表28 実業専門学校の学校数・生徒数の推移

表28 実業専門学校の学校数・生徒数の推移

戦時体制下の実業専門学校

 時局の急激な進展とともに実業専門学校も、戦時教育体制のなかに必然的に組み込まれることとなった。その具体的な措置の最初のあらわれは昭和十六年に実施された修業年限の短縮であった。すなわち、十六年十月十六日の勅令に基づいて、修業年限短縮の措置を決定したのであって、実業専門学校もほかの高等諸学校と同様に、十七年三月卒業予定の者を十六年十二月に繰り上げて卒業させることとなった。このようにして実業専門学校を含む高等教育機関全体の修業年限短縮という臨時措置を制度化するとともに、教育審議会の答申を反映した総合的な高等教育の改革を進めることを意図していた。この線に沿って十八年には専門学校令の改正が行なわれ、この機会に従来から存在した実業専門学校と専門学校の区別を廃止した。

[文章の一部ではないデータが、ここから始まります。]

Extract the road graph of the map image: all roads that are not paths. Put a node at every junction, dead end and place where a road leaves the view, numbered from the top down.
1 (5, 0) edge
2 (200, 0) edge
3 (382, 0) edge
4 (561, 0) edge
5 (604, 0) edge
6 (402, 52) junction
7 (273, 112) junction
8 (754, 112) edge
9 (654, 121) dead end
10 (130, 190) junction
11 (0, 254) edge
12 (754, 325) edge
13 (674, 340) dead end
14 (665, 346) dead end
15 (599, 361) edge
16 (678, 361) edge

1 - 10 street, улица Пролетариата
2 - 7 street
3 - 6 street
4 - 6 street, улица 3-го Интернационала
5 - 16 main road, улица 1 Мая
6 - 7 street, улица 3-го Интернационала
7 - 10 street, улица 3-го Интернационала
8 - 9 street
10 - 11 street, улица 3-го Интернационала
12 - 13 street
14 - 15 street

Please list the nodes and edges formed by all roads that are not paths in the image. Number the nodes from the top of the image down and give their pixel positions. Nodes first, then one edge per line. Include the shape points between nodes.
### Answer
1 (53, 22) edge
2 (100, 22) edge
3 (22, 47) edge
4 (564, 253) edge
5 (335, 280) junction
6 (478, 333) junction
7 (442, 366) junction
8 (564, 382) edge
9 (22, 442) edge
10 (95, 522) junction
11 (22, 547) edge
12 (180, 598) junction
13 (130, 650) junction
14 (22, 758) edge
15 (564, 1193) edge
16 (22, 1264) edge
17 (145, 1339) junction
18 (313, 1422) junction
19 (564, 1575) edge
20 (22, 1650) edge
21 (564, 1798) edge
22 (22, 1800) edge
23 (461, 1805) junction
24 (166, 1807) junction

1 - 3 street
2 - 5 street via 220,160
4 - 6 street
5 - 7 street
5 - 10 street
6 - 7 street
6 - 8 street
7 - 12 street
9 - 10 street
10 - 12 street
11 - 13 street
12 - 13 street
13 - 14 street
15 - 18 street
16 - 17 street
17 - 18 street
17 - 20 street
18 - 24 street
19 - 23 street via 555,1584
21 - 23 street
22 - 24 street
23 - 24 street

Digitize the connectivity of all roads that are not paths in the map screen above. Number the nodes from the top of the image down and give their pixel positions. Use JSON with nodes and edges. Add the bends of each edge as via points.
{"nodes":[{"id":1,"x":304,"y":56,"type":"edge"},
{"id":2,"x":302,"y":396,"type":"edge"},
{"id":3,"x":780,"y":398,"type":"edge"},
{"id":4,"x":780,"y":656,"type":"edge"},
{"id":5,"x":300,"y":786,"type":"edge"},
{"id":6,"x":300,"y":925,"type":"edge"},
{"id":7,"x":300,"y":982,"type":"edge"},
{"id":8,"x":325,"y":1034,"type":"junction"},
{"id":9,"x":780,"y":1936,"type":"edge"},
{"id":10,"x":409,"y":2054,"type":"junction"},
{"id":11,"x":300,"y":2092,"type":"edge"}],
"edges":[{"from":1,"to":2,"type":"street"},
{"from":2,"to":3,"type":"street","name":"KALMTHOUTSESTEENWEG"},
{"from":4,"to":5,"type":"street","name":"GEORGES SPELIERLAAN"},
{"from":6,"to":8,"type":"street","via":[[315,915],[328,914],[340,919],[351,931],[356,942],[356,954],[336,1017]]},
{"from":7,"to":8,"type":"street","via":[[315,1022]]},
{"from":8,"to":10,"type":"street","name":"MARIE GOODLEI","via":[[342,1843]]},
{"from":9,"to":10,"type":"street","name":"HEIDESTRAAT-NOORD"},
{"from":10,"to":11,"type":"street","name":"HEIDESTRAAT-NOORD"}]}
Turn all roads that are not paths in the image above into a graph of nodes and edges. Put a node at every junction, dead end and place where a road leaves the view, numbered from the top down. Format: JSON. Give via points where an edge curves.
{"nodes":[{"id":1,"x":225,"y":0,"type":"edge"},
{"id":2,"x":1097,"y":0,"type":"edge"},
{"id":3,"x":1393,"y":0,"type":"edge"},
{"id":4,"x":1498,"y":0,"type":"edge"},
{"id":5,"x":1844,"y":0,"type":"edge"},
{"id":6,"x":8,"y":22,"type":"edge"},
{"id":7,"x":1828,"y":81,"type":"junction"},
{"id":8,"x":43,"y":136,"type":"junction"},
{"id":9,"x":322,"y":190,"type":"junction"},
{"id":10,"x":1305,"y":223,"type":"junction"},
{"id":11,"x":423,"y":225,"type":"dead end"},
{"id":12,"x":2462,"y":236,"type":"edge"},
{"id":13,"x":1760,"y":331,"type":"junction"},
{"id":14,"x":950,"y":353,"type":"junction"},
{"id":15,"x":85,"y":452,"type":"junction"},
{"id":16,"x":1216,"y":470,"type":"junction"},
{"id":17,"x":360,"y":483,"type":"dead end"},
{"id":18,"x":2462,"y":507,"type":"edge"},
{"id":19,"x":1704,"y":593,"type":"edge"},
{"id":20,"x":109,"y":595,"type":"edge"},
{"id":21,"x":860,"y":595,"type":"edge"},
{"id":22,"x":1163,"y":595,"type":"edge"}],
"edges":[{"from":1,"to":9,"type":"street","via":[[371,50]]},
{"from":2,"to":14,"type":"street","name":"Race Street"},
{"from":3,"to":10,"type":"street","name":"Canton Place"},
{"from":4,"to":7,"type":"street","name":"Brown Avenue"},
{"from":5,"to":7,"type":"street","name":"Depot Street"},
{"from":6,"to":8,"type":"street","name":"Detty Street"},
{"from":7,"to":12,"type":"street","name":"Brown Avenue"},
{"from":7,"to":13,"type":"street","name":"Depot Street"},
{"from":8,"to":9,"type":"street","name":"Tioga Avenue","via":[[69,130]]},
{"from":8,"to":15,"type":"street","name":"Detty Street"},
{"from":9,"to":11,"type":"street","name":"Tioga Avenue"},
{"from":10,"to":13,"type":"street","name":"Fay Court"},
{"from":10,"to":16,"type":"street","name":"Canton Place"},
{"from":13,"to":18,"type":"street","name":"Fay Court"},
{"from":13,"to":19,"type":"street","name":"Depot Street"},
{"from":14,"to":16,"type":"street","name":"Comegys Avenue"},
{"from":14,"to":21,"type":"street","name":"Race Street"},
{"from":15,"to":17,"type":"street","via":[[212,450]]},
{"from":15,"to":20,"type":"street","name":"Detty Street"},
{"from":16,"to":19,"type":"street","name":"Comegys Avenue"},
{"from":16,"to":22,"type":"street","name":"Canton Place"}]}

 その後十八年には学徒戦時動員体制確立要綱その他の緊急措置を行なったが、戦争の逼迫はますます戦時教育体制の強化を余儀なくした。きびしい要請にこたえて一般学生の徴兵猶予の停止、学校・学科・教員・学生の転換・整理・統合を断行することとなった。そしてこの緊急方策によって、文科系大学および専門学校はこれを転換・整理・統合し、理工科系大学および専門学校は整備・拡充することとなった。そこで、これ以後高等商業学校の工業専門学校への転換が実際に行なわれることとなったのである。すなわち、十九年には官立の高等商業学校一一校のうち、三校が工業専門学校に、三校が工業経営専門学校に転換し、そのほか五校が経済専門学校と名称を変更している。これは、専門学校の工業転換の必要性とともに商業という名称をさえ忌避した当時の状況を反映した措置であったということができる。一方、いよいよ決戦体制に突入していくに伴って専門学校生徒の勤労動員さらに学徒出陣が行なわれたことは、ほかの高等教育機関の場合と全く同様である。